ACQUAPENDENTE – Lista civica di minoranza e maggioranza di centro-sinistra si confrontano in consiglio Comunale sui futuri scenari della Riserva Naturale Monte Rufeno. “Proponiamo di discutere e mettere in approvazione”, sottolinea il consigliere Aldo Bedini, “una proposta di gestione condivisa servizi Comunità Montana Alta Tuscia Laziale – Riserva Naturale Monte Rufeno con l’obiettivo di razionalizzare tanto al massimo sia le scarse risorse disponibili quanto le risorse umane che complessivamente non sono disprezzabili”.

 

“In via di principio”, sottolinea il Sindaco Alberto Bambini, “la proposta è corretta.
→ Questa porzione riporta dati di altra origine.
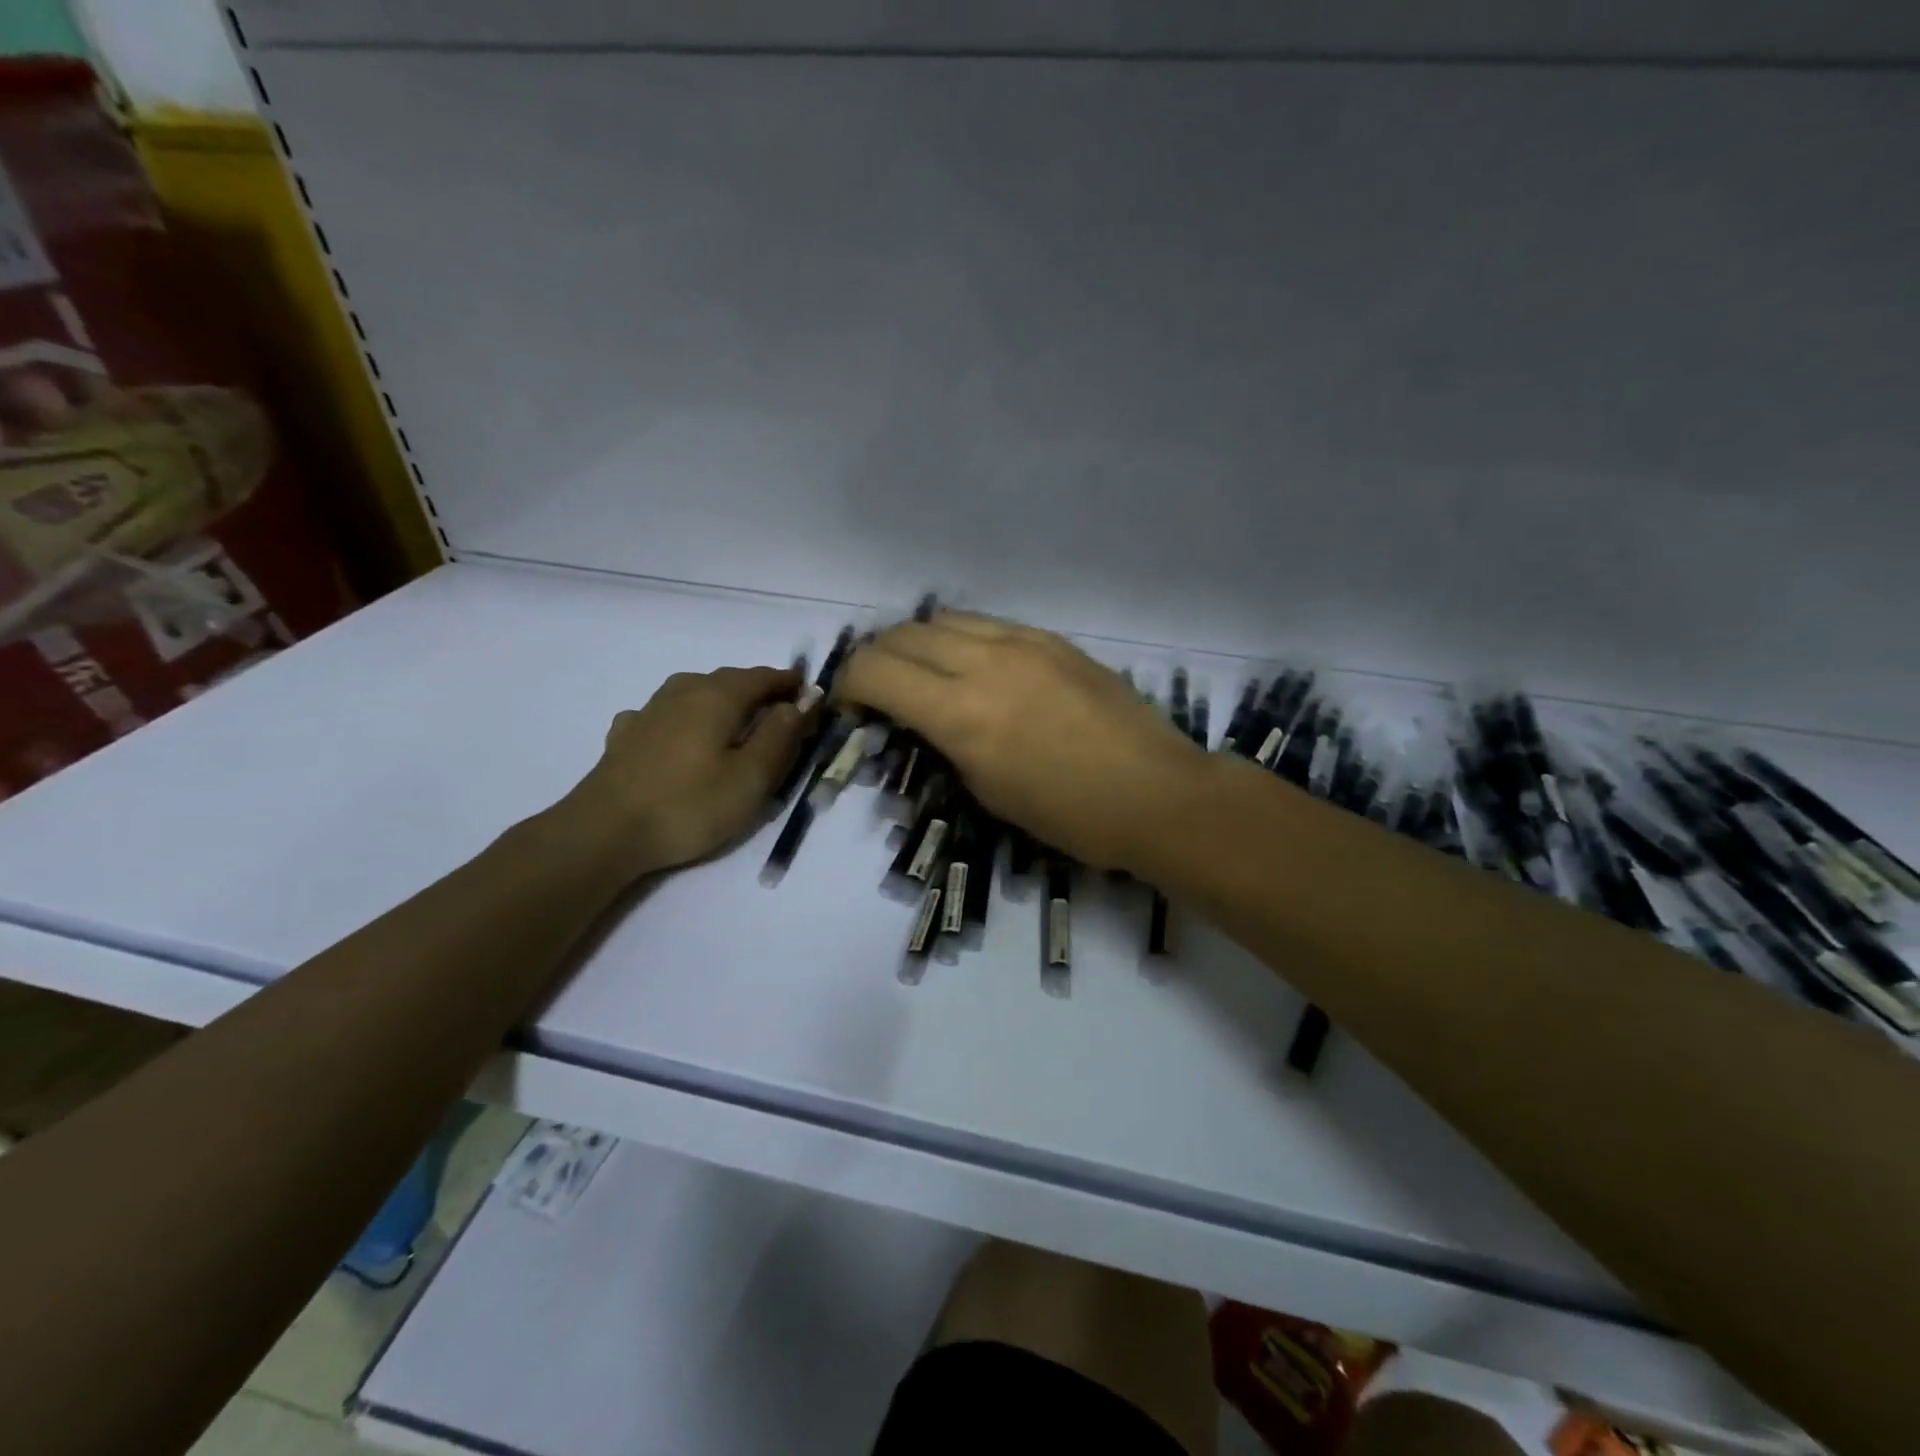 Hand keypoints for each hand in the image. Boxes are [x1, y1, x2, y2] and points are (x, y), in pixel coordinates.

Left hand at [561, 665, 815, 877]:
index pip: (765, 677)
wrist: (605, 832)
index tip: (813, 702)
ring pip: (697, 693)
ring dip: (724, 703)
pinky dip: (688, 720)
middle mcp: (684, 690)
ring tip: (737, 728)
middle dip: (761, 695)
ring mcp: (650, 709)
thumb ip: (782, 734)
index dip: (792, 686)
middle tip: (782, 720)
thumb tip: (803, 700)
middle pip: (731, 681)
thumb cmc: (690, 805)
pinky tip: (683, 739)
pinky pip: (669, 714)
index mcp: (719, 695)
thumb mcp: (753, 776)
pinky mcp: (627, 734)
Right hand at [835, 613, 1208, 870]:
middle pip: (903, 634)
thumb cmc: (1068, 814)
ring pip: (945, 618)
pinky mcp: (1053, 639)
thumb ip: (945, 744)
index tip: (851, 707)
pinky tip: (976, 666)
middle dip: (877, 659)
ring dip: (919, 642)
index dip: (848, 685)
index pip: (875, 671)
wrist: (1154, 792)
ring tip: (925, 672)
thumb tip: (925, 720)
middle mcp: (985, 662)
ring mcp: (1023, 642)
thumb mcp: (988, 791)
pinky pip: (989, 624)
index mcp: (961, 712)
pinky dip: (963, 639)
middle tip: (880, 689)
Le difficoltà nascono dal fatto che non è chiara la legge di governance della Regione ed in quale direzione vada. Vi sono, inoltre, difficoltà giuridiche e burocratiche da superare. Più semplice la gestione Comunità Montana in via di trasformazione in unione per la gestione dei servizi associati”. “Spero”, sottolinea l’Assessore all’Ambiente Dottor Claudio Speroni, “in una revisione della legge quadro nella direzione di unificare sinergie anche all’esterno delle aree protette con interventi di maggiore flessibilità del personale”. Al momento della votazione che esprime all’unanimità la volontà “di procedere ed avviare percorsi concertati ed unificati per servizi amministrativo-contabili ed istituzionali tra la Comunità Montana Alta Tuscia Laziale, la Riserva Naturale Monte Rufeno ed il Comune di Acquapendente con possibili azioni nei confronti della Regione Lazio” il consigliere di minoranza Sergio Iacoponi esce dall’aula.